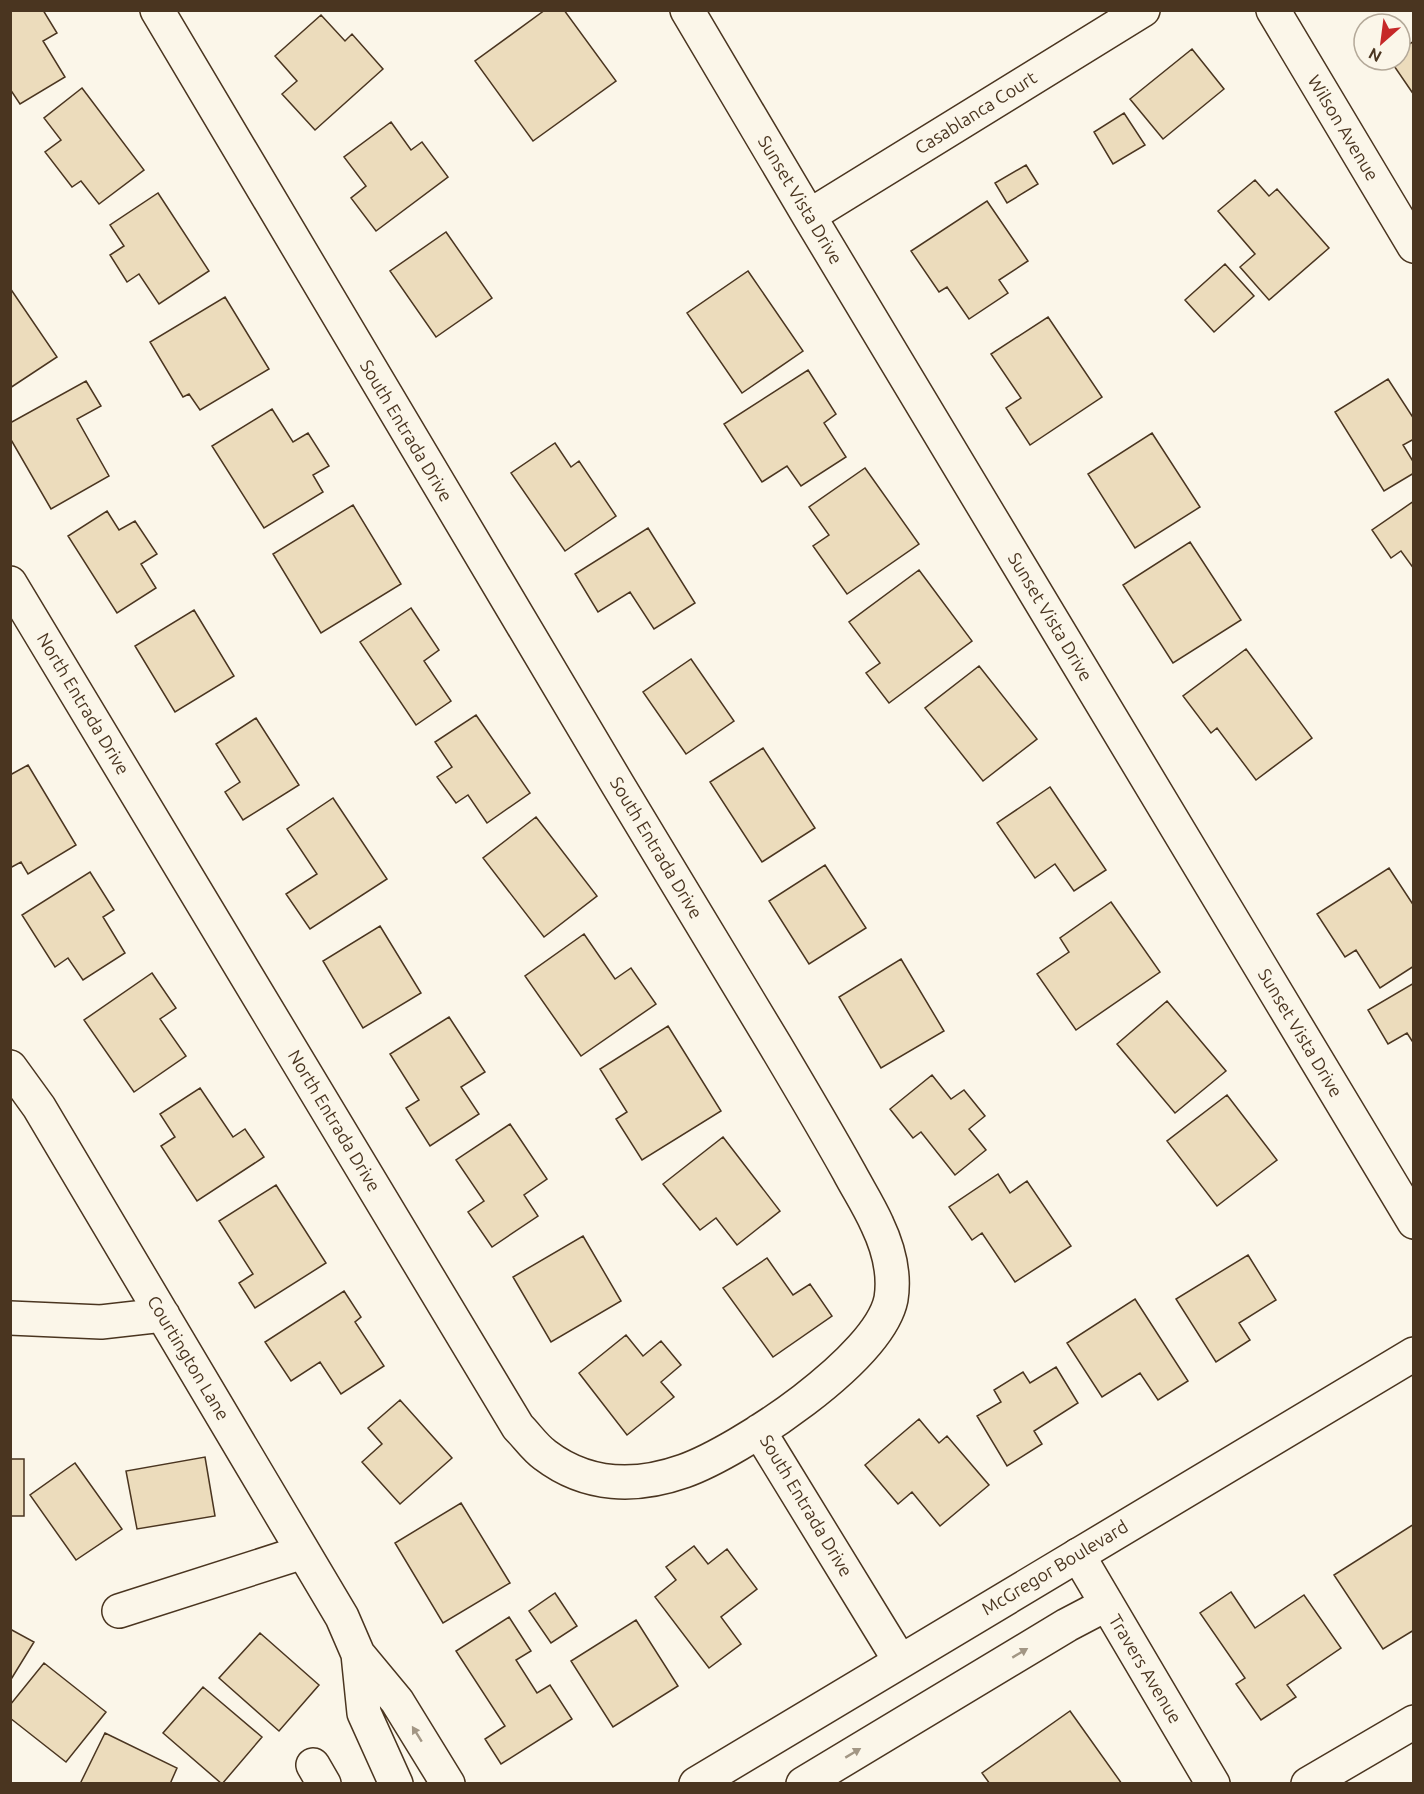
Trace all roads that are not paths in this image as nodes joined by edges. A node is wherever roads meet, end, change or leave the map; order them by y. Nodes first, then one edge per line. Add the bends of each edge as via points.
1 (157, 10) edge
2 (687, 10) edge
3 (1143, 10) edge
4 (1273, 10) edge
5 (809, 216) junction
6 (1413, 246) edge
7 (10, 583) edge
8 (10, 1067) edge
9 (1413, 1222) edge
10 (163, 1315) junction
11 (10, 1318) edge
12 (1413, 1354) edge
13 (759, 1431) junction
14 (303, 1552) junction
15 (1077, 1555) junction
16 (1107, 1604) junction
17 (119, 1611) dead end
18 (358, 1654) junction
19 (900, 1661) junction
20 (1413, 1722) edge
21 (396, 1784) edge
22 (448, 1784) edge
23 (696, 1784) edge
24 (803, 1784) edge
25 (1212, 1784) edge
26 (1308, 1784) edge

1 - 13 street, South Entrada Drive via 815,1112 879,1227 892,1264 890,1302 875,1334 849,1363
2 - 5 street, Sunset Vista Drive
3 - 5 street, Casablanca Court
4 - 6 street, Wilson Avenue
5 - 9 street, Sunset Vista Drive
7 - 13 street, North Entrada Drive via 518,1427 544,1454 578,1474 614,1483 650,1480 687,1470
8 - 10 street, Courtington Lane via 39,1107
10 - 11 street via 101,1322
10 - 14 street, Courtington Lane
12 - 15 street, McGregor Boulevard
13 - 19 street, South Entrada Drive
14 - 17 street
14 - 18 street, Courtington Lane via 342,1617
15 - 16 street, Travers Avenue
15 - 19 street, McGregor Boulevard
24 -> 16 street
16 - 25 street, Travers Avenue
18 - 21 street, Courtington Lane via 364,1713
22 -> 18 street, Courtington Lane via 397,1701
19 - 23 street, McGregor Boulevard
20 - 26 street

**Task objective**
Line by line, write out the material above exactly, with no images.

**Answer below**
Trace all roads that are not paths in this image as nodes joined by edges. A node is wherever roads meet, end, change or leave the map; order them by y. Nodes first, then one edge per line. Add the bends of each edge as via points.
1 (157, 10) edge
2 (687, 10) edge
3 (1143, 10) edge
4 (1273, 10) edge
5 (809, 216) junction
6 (1413, 246) edge
7 (10, 583) edge
8 (10, 1067) edge
9 (1413, 1222) edge
10 (163, 1315) junction
11 (10, 1318) edge
12 (1413, 1354) edge
13 (759, 1431) junction
14 (303, 1552) junction
15 (1077, 1555) junction
16 (1107, 1604) junction
17 (119, 1611) dead end
18 (358, 1654) junction
19 (900, 1661) junction
20 (1413, 1722) edge
21 (396, 1784) edge
22 (448, 1784) edge
23 (696, 1784) edge
24 (803, 1784) edge
25 (1212, 1784) edge
26 (1308, 1784) edge

1 - 13 street, South Entrada Drive via 815,1112 879,1227 892,1264 890,1302 875,1334 849,1363
2 - 5 street, Sunset Vista Drive
3 - 5 street, Casablanca Court
4 - 6 street, Wilson Avenue
5 - 9 street, Sunset Vista Drive
7 - 13 street, North Entrada Drive via 518,1427 544,1454 578,1474 614,1483 650,1480 687,1470
8 - 10 street, Courtington Lane via 39,1107
10 - 11 street via 101,1322
10 - 14 street, Courtington Lane
12 - 15 street, McGregor Boulevard
13 - 19 street, South Entrada Drive
14 - 17 street
14 - 18 street, Courtington Lane via 342,1617
15 - 16 street, Travers Avenue
15 - 19 street, McGregor Boulevard
24 -> 16 street
16 - 25 street, Travers Avenue
18 - 21 street, Courtington Lane via 364,1713
22 -> 18 street, Courtington Lane via 397,1701
19 - 23 street, McGregor Boulevard
20 - 26 street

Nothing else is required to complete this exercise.